Intro to AI Observability: Monitoring ML Models & Data in Production
Based on WhyLabs's video on YouTube. If you like this content, support the original creators by watching, liking and subscribing to their content.
ML monitoring should track both input distribution changes and output behavior after deployment, because models can degrade silently when the world shifts.
Briefing
AI observability for machine learning boils down to one practical goal: keep models from silently degrading after they ship. In a hands-on workshop, WhyLabs walks through how to monitor both incoming data and model outputs in production so teams can detect issues like data drift, data quality failures, and performance drops—then trigger alerts or workflows before users feel the impact.
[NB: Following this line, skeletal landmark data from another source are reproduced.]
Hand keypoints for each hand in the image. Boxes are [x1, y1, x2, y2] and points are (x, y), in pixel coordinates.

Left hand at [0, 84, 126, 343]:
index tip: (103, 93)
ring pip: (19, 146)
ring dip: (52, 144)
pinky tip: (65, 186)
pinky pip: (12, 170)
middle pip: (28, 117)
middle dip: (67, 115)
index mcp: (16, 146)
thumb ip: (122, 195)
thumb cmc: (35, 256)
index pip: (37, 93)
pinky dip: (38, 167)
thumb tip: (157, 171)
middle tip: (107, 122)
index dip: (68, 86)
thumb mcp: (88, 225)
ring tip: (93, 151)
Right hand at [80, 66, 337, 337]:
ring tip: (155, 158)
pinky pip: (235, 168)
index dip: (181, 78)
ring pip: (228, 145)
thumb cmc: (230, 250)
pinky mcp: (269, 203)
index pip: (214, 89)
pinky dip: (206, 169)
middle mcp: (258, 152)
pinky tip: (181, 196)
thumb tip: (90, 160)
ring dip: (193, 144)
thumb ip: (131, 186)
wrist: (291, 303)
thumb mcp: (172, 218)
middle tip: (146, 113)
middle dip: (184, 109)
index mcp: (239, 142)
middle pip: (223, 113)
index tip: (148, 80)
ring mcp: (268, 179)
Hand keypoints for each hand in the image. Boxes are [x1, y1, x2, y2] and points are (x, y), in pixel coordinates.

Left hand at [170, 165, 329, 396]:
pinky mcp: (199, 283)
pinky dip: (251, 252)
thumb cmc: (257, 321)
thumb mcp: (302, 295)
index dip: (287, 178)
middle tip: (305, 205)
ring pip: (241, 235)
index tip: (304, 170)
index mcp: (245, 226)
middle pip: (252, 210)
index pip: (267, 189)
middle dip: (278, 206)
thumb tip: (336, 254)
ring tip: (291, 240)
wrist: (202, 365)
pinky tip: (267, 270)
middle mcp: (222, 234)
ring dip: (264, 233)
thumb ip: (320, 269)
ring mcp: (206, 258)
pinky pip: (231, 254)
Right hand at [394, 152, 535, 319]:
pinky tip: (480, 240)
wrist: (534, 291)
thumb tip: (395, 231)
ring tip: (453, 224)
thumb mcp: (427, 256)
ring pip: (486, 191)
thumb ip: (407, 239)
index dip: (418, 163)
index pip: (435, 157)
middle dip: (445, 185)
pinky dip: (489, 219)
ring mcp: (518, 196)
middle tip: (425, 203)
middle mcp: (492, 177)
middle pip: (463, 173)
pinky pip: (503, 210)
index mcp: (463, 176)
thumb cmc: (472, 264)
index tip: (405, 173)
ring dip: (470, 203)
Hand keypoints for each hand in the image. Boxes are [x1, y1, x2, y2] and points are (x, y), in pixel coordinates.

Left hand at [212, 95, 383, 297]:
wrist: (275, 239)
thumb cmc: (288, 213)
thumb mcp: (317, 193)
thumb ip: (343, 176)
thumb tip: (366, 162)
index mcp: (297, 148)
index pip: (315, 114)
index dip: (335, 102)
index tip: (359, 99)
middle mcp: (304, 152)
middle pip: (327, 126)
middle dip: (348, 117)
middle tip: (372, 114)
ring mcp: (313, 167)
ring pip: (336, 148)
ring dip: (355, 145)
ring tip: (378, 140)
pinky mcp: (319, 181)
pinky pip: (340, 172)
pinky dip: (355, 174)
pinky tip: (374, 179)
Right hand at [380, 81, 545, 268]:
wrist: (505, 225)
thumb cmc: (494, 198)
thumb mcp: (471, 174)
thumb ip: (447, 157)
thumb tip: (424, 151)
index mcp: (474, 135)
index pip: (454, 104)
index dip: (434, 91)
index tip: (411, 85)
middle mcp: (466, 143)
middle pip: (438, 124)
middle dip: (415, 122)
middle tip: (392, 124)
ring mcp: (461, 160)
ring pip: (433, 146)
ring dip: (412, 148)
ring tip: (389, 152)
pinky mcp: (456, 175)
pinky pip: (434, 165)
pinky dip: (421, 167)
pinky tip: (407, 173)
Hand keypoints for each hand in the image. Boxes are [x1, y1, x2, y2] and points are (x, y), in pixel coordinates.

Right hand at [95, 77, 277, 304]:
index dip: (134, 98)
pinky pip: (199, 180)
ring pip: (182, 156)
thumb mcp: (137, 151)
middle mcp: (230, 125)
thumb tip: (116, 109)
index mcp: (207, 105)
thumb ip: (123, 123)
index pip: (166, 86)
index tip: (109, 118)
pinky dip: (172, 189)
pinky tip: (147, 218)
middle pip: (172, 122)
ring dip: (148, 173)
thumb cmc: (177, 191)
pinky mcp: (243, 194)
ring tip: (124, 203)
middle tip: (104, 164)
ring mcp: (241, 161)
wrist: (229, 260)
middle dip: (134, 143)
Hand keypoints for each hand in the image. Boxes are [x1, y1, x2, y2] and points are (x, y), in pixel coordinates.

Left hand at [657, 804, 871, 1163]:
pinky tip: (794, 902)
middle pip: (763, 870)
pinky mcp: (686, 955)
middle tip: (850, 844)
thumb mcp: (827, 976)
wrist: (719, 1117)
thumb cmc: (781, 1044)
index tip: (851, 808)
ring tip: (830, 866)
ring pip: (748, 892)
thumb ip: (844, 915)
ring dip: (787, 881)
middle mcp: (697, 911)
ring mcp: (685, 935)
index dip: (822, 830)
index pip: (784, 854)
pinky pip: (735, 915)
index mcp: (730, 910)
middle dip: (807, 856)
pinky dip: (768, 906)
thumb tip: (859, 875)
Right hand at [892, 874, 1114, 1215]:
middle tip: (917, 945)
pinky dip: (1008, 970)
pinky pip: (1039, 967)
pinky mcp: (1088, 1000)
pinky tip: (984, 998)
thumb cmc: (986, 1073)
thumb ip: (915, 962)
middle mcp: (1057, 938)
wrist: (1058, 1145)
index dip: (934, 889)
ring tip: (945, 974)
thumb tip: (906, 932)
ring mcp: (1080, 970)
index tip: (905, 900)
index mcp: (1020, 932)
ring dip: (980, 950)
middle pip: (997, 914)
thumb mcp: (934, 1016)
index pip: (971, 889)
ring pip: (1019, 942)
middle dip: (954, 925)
The session starts by framing ML monitoring as a pipeline problem. Predictions flow out continuously, while a telemetry layer collects statistics (not necessarily raw data) and sends them to a monitoring system. “Monitoring” focuses on catching when something goes wrong (or sometimes when it improves), while “observability” adds the breadcrumbs needed to trace why. The workshop emphasizes that once a model is live, the world changes: input distributions shift (data drift), sensors or formats break (data quality), and the mapping between inputs and outcomes can become outdated (concept drift). It also highlights bias and fairness as a monitoring target, typically via segmentation—checking performance across groups rather than only overall metrics.
To make this concrete, the workshop uses a simple Iris classification model built with scikit-learn (K-Nearest Neighbors). It then simulates “production” for a week by splitting the dataset into daily batches and intentionally introducing anomalies—such as feature values that become all zeros or jump to extreme ranges. The key move is logging statistical profiles of inputs and outputs using Y Logs, an open-source library that creates lightweight dataset summaries (cardinality, quantiles, min/max, distribution metrics, etc.). Those profiles are privacy-preserving because they summarize distributions rather than storing raw records.
The workflow then connects those profiles to WhyLabs’ platform (ylabs). First, the training dataset is logged as a reference profile, establishing a baseline. Next, daily input profiles are written over time. A data drift monitor compares new data against the reference using distribution-distance measures (the platform uses Hellinger distance in the configured monitor). When drift crosses a threshold, the system can alert via email/Slack/PagerDuty and support follow-on actions.
The workshop shows why this matters by moving from inputs to outputs. When the input batch contains suspicious values (like all zeros), the KNN model still produces predictions—often collapsing into a single class because it always selects the “closest” neighbors even if they are far outside the training distribution. Logging output distributions (predicted class and probability) reveals those shifts quickly, even without ground truth.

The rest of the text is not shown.